Our initial focus was the airline that has a virtual monopoly in its home country, Air Canada (AC-TSE). Unfortunately, it also has a severe debt load of about $11 billion, which, even if it was serviced at a lowly interest rate of 7 percent, would cost around $770 million a year.
Dealing with such a massive headache requires a top turnaround artist, and it remains unclear whether chief executive officer Robert Milton is the right man for the job. He has never tackled a financial problem of this magnitude. That does not necessarily mean he isn’t up to the task, but we would prefer to see a more experienced hand at the wheel. Someone like Robert Burton at Moore Corp. comes to mind.
During the heady days of its takeover of rival Canadian Airlines, Mr. Milton spoke glowingly of the future of the merged airline. “Air Canada and Canadian Airlines have been underachievers over the years because the pie on international route opportunities has been split. This is our opportunity for once and for all to get on with fully developing this franchise and we see massive upsides for our shareholders and overall stakeholders.”
That bold vision has yet to materialize. The franchise has faltered ever since the merger, and not all of its problems can be blamed on the aftermath of September 11.
Among Air Canada’s more questionable strategies of late is the pursuit of a discount airline. When faced with a massive debt load, the prudent course is to cut costs radically rather than increase expenditures by launching a new venture. Plus, it is exceedingly difficult for a mainline carrier to operate in a discount market when paying full service costs, as is Air Canada’s case.
This past quarter, the net loss was a staggering $598 million or $4.97 a share. Removing non-recurring and other significant items, the profit for the quarter would have been $14 million or 12 cents a share. That’s a lot of removing.
This does not mean that a revival for Air Canada is not in the cards, especially if the airline can convince the federal government to toss some real money in its direction. Wisely, the government is staying away from extending a major lifeline. If Ottawa does step in, we suggest accessing some hefty collateral to cover their support. Based on margin of safety, this stock does not pass muster.

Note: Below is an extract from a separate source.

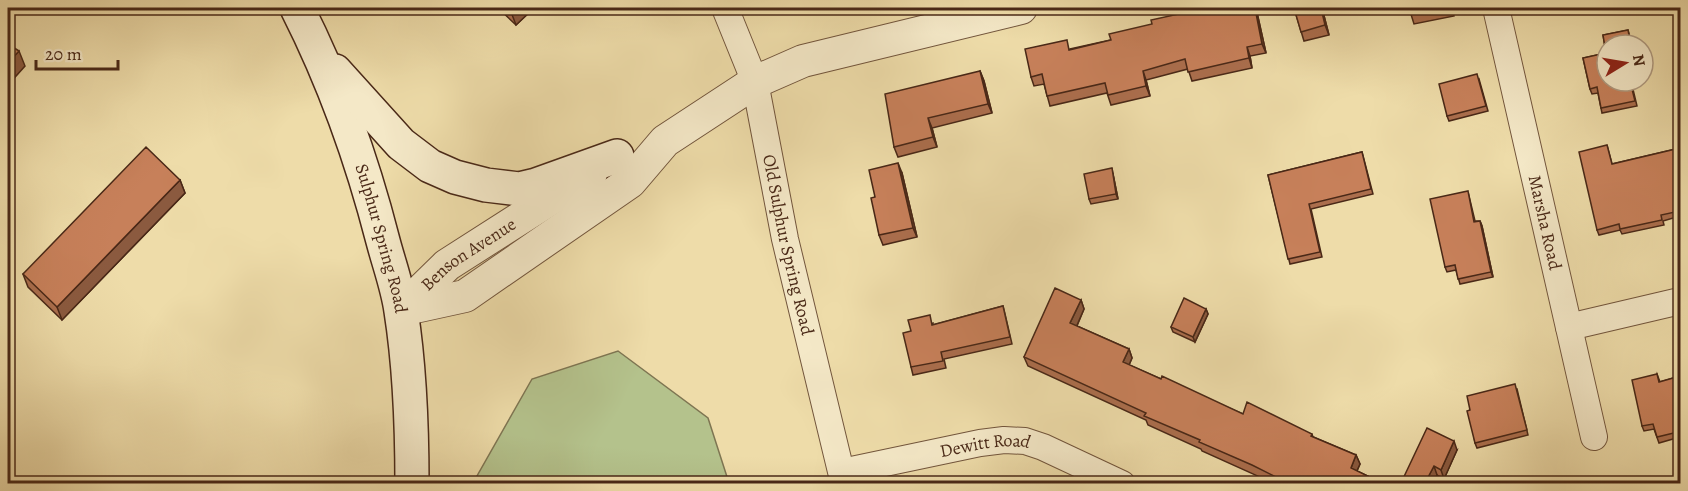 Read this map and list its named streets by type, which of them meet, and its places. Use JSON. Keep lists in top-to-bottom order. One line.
{"streets":{"main road":["Sulphur Spring Road"],"street":["Marsha Road","Old Sulphur Spring Road","Benson Avenue","Dewitt Road"]},"crossings":[["Sulphur Spring Road","Benson Avenue"],["Old Sulphur Spring Road","Benson Avenue"],["Old Sulphur Spring Road","Dewitt Road"]],"scale_bar":"20 m","north":"right"}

While Air Canada is given a pass, one Contra Guy bought industry leader KLM at $11.81 (US) a share. KLM boasts a book value of $41 a share and positive cash flow of $960 million from operations. Those are some mighty impressive numbers that give credence that this firm can survive today’s difficult market conditions.
As is the nature of the airline sector, all is not rosy at KLM. The primary negative is that KLM also carries a heavy loan burden, with a debt-equity ratio of two to one. In November, the firm experienced about a 10 percent drop in passengers compared with a year ago, which will significantly reduce cash flow and profitability. Big losses are projected for 2002, although a recent cash injection by the Dutch government of $24.7 million should prove helpful.
However, the overall long-term trends for air travel are very bright. If the talk of opening skies further becomes a reality, operating costs will be reduced significantly. The moderation of fuel costs is a huge boost. And September 11 has backed the industry into a corner where the sacrosanct became questionable, which is leading to better overall business practices. When the economic recovery starts and assuming fuel prices don’t jump dramatically, airline stocks should return to vogue.
As an aside for those interested, the final tally for the Contra portfolio in 2001 was a gain of 64.8 percent. Yes, we are very happy about that.